**Instructions to follow**
Among the entries that follow, some lines contain the word "Bairro". Show all of them.

**Material to process**
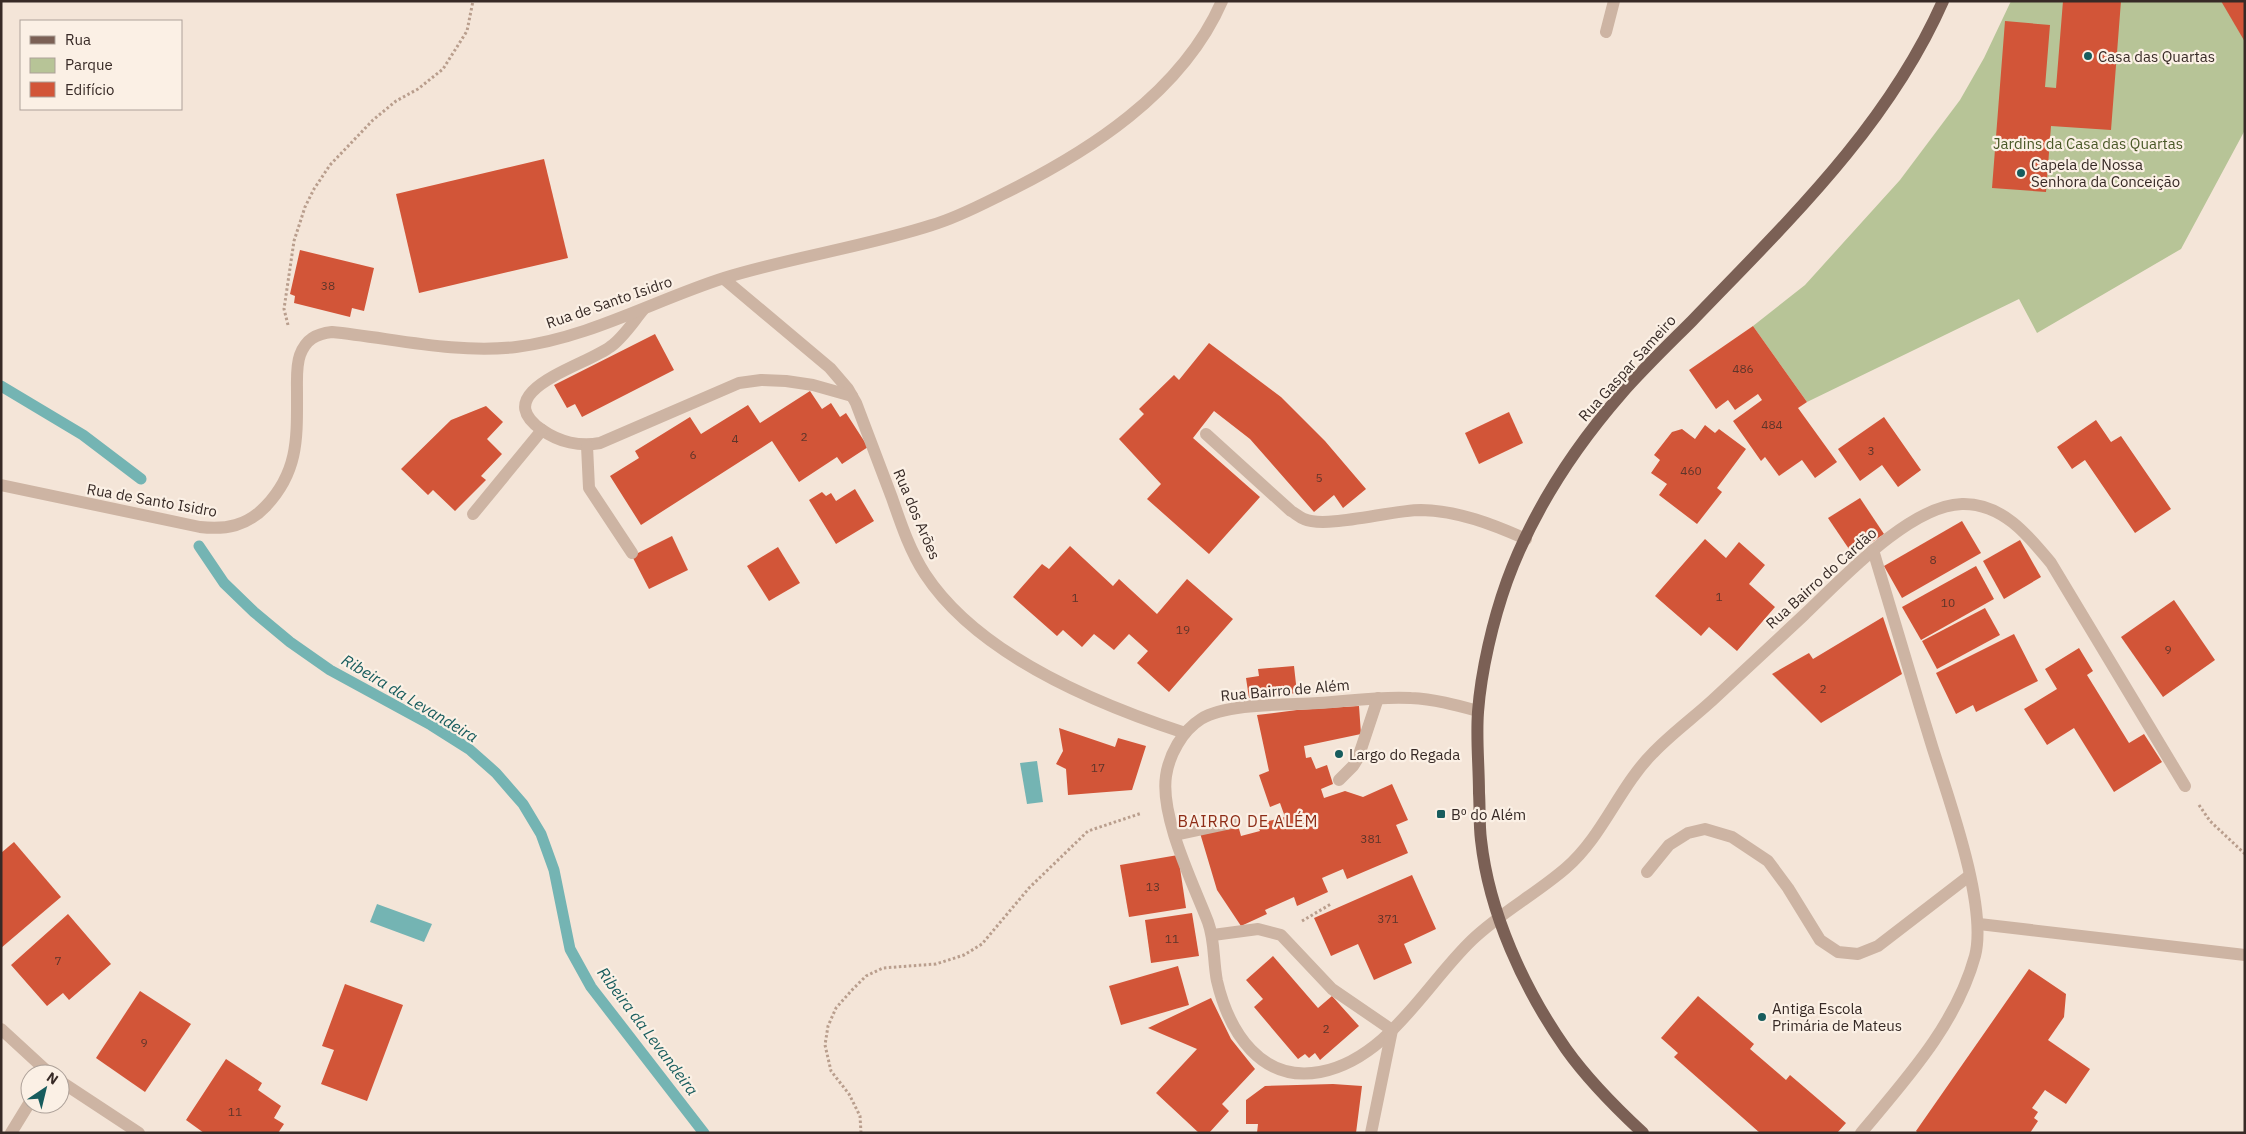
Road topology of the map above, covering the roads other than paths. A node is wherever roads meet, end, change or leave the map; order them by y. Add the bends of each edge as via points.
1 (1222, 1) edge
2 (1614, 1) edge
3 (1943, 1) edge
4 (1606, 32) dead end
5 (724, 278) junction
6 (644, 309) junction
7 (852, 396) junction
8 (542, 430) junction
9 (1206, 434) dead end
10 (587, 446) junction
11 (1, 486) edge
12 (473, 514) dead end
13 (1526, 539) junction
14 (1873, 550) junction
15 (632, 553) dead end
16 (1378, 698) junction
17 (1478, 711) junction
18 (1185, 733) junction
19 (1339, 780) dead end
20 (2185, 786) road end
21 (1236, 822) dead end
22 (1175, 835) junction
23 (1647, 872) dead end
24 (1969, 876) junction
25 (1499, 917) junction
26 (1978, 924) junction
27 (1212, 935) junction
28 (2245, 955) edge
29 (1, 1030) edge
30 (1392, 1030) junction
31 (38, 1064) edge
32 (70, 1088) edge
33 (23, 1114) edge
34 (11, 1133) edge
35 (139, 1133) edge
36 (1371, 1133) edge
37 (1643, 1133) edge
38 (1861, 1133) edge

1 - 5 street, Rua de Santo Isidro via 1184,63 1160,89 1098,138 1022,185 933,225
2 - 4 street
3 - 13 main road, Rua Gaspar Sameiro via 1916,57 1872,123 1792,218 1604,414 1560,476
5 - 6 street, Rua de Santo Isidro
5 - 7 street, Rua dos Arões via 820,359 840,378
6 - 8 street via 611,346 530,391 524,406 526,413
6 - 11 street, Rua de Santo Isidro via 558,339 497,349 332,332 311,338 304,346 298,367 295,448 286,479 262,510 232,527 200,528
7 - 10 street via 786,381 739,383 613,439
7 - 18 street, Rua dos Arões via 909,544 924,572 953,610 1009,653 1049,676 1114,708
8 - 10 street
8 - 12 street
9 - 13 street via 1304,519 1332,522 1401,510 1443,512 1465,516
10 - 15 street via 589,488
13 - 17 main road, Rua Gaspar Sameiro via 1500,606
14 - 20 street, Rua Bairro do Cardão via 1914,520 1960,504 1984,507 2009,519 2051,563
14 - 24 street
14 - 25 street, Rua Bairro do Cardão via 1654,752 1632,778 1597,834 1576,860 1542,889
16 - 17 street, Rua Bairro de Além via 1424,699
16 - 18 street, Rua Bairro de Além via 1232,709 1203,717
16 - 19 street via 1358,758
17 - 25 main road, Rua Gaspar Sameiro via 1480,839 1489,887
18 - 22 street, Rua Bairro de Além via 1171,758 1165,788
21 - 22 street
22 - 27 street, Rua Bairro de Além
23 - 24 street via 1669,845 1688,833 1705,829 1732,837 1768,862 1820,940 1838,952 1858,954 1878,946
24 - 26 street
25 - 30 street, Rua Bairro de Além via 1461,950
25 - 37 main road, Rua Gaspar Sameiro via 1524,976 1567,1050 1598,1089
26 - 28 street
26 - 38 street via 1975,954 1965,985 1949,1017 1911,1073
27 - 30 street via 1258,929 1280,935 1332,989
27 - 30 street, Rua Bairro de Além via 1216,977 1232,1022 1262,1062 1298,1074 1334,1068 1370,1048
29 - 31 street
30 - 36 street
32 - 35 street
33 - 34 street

**Your solution**
14 - 20 street, Rua Bairro do Cardão via 1914,520 1960,504 1984,507 2009,519 2051,563
14 - 25 street, Rua Bairro do Cardão via 1654,752 1632,778 1597,834 1576,860 1542,889
16 - 17 street, Rua Bairro de Além via 1424,699
16 - 18 street, Rua Bairro de Além via 1232,709 1203,717
18 - 22 street, Rua Bairro de Além via 1171,758 1165,788
22 - 27 street, Rua Bairro de Além
25 - 30 street, Rua Bairro de Além via 1461,950
27 - 30 street, Rua Bairro de Além via 1216,977 1232,1022 1262,1062 1298,1074 1334,1068 1370,1048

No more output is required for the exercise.